### Description of the task:
Would you find each line in the entries below with the string "Şimsek" and copy it?

#### Records provided

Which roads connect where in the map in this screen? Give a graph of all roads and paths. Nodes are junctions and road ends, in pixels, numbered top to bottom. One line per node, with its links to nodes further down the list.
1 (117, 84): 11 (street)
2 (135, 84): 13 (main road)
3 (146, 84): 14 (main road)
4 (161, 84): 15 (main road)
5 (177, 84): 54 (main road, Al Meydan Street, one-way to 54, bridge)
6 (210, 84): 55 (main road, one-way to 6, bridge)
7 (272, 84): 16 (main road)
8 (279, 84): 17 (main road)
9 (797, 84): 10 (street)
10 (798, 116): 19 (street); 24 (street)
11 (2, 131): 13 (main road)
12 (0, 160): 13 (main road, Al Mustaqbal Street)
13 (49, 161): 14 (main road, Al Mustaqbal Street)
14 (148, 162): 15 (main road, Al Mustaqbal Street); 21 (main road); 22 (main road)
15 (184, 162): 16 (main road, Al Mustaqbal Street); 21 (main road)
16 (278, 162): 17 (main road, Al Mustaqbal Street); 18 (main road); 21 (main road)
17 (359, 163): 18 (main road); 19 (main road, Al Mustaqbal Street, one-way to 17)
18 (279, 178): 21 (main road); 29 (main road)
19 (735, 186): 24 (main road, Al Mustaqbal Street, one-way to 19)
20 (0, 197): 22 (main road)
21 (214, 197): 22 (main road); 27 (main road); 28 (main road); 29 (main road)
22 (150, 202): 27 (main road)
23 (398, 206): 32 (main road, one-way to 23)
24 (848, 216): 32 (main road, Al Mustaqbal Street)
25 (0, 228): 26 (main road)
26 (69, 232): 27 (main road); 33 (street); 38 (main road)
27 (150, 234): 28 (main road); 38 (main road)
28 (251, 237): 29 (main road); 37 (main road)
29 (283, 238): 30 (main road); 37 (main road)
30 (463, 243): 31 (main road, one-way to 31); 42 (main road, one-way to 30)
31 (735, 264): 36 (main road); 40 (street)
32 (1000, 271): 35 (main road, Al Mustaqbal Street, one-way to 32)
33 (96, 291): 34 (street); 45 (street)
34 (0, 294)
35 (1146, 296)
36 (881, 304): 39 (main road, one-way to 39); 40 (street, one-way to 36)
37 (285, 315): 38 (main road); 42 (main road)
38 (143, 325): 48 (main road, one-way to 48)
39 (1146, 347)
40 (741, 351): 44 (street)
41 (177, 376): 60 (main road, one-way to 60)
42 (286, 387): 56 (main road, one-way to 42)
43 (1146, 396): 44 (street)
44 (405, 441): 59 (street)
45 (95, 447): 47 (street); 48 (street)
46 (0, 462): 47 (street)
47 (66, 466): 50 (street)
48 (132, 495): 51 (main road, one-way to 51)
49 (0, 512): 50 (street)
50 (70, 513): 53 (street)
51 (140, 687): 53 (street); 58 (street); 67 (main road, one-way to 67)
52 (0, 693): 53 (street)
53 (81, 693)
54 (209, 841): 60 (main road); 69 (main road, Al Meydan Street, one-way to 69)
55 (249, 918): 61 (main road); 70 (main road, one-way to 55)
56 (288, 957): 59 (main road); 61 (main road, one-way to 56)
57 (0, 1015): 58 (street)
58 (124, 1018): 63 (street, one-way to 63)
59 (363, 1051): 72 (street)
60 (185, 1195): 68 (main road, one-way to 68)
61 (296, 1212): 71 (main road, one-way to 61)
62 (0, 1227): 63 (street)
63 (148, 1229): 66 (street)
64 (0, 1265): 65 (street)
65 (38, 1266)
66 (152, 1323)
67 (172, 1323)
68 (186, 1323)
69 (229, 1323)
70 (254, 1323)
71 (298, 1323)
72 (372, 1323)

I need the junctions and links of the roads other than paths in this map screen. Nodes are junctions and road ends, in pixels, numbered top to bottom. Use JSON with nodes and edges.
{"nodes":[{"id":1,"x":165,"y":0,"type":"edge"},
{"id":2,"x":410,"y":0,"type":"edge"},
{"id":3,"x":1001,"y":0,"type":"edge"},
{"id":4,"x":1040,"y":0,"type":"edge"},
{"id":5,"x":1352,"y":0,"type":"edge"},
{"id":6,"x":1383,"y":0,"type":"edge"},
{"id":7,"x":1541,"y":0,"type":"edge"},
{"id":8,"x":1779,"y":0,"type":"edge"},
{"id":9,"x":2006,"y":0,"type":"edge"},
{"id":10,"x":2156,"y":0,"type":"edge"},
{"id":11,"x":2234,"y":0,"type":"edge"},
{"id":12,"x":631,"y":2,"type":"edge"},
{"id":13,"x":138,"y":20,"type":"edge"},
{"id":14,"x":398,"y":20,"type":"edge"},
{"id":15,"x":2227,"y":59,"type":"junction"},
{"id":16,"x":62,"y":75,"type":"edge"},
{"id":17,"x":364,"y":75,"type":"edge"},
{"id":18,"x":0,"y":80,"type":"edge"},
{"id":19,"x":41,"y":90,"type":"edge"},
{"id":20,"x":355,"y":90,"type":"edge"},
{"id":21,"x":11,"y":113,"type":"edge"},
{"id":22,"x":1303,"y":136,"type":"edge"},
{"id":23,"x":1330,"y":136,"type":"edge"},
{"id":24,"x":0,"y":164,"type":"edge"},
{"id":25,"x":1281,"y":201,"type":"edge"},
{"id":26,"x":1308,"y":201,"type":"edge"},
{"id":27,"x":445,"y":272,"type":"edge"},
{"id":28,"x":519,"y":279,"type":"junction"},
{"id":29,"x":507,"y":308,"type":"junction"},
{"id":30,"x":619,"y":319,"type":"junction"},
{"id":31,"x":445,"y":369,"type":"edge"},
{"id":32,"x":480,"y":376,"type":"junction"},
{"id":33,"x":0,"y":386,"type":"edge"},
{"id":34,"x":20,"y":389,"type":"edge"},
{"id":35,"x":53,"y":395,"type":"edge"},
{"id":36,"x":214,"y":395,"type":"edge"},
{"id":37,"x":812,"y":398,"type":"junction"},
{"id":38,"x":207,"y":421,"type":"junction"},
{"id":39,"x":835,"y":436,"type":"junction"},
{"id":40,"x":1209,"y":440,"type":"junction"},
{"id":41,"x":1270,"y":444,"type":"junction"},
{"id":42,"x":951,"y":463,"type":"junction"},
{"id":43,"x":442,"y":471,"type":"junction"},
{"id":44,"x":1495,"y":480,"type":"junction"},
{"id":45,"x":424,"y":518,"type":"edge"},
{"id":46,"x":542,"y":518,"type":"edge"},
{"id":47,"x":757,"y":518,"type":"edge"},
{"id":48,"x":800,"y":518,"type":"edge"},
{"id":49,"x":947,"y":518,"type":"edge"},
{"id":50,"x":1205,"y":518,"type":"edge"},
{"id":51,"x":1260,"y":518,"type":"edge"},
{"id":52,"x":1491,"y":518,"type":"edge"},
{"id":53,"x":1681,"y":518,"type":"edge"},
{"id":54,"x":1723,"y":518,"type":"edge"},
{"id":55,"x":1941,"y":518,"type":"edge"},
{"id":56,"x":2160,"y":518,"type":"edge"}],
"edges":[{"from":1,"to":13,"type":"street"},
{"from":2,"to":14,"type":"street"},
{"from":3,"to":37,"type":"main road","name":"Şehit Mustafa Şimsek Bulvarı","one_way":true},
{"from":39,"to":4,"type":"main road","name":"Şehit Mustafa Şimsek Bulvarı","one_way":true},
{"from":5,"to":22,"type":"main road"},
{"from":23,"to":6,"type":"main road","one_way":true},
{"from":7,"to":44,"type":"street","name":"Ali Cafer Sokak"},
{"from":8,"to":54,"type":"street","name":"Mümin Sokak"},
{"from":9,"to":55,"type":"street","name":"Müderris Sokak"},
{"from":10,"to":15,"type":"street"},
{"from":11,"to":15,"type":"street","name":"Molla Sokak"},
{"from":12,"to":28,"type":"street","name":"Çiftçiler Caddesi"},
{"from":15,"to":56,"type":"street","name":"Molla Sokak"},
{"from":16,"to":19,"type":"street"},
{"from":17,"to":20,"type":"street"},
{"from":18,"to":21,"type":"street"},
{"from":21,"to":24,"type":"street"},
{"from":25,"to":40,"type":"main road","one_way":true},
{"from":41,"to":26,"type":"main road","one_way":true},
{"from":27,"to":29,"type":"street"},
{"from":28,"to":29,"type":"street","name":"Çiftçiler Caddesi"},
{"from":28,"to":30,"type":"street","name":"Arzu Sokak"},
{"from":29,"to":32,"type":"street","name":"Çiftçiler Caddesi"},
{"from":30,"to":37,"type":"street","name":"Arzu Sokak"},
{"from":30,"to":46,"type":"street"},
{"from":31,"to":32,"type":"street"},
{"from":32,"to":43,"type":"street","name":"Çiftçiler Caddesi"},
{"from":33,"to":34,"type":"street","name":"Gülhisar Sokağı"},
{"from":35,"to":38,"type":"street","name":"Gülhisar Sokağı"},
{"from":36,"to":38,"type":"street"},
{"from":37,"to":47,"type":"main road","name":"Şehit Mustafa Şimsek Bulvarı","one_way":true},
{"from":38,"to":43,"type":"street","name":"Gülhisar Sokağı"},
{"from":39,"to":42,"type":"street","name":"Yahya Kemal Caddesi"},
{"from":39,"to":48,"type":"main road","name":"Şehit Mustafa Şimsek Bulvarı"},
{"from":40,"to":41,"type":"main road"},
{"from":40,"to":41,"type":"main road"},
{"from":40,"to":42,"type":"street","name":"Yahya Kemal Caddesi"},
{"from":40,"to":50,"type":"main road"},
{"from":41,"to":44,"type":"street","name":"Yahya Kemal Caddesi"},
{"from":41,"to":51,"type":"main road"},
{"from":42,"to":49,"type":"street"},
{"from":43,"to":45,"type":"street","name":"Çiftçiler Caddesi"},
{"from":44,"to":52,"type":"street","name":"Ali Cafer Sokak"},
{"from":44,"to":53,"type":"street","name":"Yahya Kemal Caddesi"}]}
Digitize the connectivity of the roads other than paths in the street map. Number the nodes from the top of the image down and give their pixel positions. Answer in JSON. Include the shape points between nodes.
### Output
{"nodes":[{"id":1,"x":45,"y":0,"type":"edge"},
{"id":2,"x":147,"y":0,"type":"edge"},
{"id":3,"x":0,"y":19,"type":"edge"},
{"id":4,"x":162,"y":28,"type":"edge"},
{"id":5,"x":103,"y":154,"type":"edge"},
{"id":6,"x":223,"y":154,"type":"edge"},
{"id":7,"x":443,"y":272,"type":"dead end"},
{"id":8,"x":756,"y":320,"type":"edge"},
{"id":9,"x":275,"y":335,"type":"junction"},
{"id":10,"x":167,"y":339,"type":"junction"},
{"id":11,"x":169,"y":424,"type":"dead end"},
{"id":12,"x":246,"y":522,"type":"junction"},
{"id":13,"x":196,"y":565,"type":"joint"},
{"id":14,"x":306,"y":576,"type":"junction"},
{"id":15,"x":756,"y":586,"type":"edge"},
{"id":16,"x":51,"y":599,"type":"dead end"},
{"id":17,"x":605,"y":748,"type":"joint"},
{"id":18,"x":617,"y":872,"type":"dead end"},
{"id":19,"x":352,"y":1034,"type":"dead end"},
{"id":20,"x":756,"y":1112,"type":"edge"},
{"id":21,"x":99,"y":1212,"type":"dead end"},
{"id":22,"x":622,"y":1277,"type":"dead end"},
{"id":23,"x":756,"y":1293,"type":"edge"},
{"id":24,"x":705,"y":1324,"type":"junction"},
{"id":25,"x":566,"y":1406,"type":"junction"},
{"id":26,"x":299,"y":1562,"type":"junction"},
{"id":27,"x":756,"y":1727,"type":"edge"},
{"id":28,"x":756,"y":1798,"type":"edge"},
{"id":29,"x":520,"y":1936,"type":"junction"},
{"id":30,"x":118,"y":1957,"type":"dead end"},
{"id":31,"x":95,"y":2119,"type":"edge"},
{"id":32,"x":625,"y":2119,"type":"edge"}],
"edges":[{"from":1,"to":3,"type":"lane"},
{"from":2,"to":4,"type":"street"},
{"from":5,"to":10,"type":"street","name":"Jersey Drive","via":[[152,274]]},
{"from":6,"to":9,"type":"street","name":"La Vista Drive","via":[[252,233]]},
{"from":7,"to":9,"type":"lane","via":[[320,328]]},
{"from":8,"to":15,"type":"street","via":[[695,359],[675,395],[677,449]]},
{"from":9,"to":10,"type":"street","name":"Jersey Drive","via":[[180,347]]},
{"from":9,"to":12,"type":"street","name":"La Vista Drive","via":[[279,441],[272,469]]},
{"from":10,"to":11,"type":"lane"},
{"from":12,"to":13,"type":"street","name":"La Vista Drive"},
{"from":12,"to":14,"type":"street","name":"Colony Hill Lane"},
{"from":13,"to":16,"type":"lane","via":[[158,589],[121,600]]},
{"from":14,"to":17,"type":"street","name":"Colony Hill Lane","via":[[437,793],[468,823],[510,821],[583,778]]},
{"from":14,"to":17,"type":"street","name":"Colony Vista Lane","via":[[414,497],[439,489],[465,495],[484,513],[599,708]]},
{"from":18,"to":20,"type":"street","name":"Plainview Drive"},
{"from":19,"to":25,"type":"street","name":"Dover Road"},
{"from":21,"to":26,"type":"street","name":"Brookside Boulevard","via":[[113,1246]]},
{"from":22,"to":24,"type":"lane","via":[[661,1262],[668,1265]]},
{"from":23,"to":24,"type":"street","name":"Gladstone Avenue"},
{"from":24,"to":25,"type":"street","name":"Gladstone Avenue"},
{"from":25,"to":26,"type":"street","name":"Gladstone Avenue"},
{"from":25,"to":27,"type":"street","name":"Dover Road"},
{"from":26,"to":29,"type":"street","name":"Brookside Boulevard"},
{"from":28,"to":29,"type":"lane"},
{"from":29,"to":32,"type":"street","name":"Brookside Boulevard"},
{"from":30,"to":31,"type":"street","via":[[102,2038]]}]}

########

### Problem solution:
{"from":3,"to":37,"type":"main road","name":"Şehit Mustafa Şimsek Bulvarı","one_way":true},
{"from":39,"to":4,"type":"main road","name":"Şehit Mustafa Şimsek Bulvarı","one_way":true},
{"from":37,"to":47,"type":"main road","name":"Şehit Mustafa Şimsek Bulvarı","one_way":true},
{"from":39,"to":48,"type":"main road","name":"Şehit Mustafa Şimsek Bulvarı"},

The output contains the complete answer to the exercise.